The charts depicting minimax with alpha-beta pruning was created by Wikipedia user Maschelos and is licensed under the Creative Commons Attribution-Share Alike 3.0 license.

Director: Lisandro Perez-Rey
Director of Photography: Francis Bernal
Editor: Paul Isakson
Talent: Gary Linscott; Levy Rozman
Line Producer: Joseph Buscemi
Associate Producer: Paul Gulyas; Brandon White
Production Manager: D. Eric Martinez
Production Coordinator: Fernando Davila
Camera Operator: Brittany Berger
Gaffer: Mar Alfonso
Sound Mixer: Michael Guggino
Production Assistant: Albie Smith
Post Production Supervisor: Alexa Deutsch
Post Production Coordinator: Ian Bryant
Supervising Editor: Doug Larsen
Assistant Editor: Andy Morell

Released on 12/08/2023

Transcript

I'm about to play Stockfish 16,

the strongest chess computer in the world.

And we are going to see how long I can survive.

What?

What the [beep] is that? Yeah, I'm fine. I'm not fine.

Queen takes Bishop, Checkmate.

That was horrible.

I never want to do that again. I got Checkmated in 34 moves.

The most important thing is I had a lot of fun. No I didn't.

My name is Levy Rozman.

I wanna find out a little bit more about

how Stockfish thinks so I can use its tricks

to beat other humans.

Today we'll talk to Gary Linscott, software engineer

who has worked in computer chess for over 20 years.

So Gary, you worked on Stockfish.

What exactly makes it so good?

Stockfish really takes advantage

of super powerful computers.

It searches tens of millions of physicians per second.

So if you give it 30 seconds,

it's gonna be searching upwards of a billion positions

and that's more positions than a human

will see in their entire lifetime.

I could live a hundred lifetimes.

I would not be able to win this game.

Not only that, the evaluation function it uses,

it's a way of assessing the board.

By itself is probably stronger than almost all the

chess players in the world.

Your chess Elo is basically a number

that quantifies your skill level

and the highest ever Elo achieved

by a human is by Magnus Carlsen.

My Elo right now is 2,322.

What exactly is Stockfish's Elo right now?

It's probably greater than 3,500.

I never had a chance.

To understand how Stockfish actually thinks,

we should start at the very beginning of the game.

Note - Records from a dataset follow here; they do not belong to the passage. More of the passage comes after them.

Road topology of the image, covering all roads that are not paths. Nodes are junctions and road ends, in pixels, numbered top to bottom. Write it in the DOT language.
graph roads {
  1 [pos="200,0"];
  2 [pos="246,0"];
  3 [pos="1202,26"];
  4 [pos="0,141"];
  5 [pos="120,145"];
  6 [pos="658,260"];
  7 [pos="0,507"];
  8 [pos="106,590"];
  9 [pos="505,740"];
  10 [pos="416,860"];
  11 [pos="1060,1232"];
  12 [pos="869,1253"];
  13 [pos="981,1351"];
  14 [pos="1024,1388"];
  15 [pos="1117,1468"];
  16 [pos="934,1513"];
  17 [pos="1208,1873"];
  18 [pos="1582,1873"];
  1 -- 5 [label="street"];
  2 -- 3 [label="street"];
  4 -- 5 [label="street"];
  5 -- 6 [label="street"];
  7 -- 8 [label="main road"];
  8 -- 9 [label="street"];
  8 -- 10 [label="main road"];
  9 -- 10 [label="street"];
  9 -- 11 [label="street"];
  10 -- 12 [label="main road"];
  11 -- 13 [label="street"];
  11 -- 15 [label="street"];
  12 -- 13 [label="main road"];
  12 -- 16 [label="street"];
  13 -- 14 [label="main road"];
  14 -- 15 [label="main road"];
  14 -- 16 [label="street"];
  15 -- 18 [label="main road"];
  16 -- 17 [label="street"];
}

Most chess openings are subjective for humans.

A human will choose an opening

because they get more fun out of it.

You might like something because it gives you a big center

or very active pieces.

That's how most players choose their openings.

In my game against Stockfish, I played Pawn to D4.

Let's see which opening Stockfish plays

and it responded Knight to F6.

Gary, so the way humans learn chess openings, we read books,

we create chess files and we try to memorize them

'cause we can't access them during tournament games.

That would be like cheating on a school test.

An opening book in chess is a gigantic chess database.

Does Stockfish have a chess opening opinion as early

as the second or even first move?

The way that it thinks about the opening is

really different than a human.

It is not using chess theory.

It very rarely assesses an opening position.

What it's assessing is the resulting structures

that might evolve from that opening,

but way, way down the game tree, it's already assessing

the end game right from the getgo.

So on its second move, Stockfish played D5,

which is a very popular move.

And here I made a decision to capture this Knight.

Humans might see doubled pawns and feel unpleasant.

They might see a weakness in their position.

Does Stockfish have these little buzzwords like weakness

or inactive piece?

What actually goes into that?

The evaluation function is trained off of a huge library

of chess games that have been played.

And so it kind of absorbs that knowledge.

It's just all going into a giant neural net.

And then you can train your evaluation function

to learn what's good and what's bad.

And then that network runs when Stockfish is searching the

the position and then uses it to navigate the opening.

So to succeed in our quest

of understanding Stockfish a little bit better,

let's dive into middlegames.

Most middlegames begin around move 10 to 15.

It's the stage right

after the opening when you've gotten all your pieces out.

You can think of the middlegame in chess as a

gigantic ocean, this massive tree of possibility.

So in my middle game against Stockfish,

Pawn to C4 is what I played.

Stockfish played a move

that I don't think any human being

would play here against me.

The absurd pawn to G5, which made me audibly gasp.

Ho, ho, ho, ho. What is that? Oh my God.

Is that actually the best move in the position?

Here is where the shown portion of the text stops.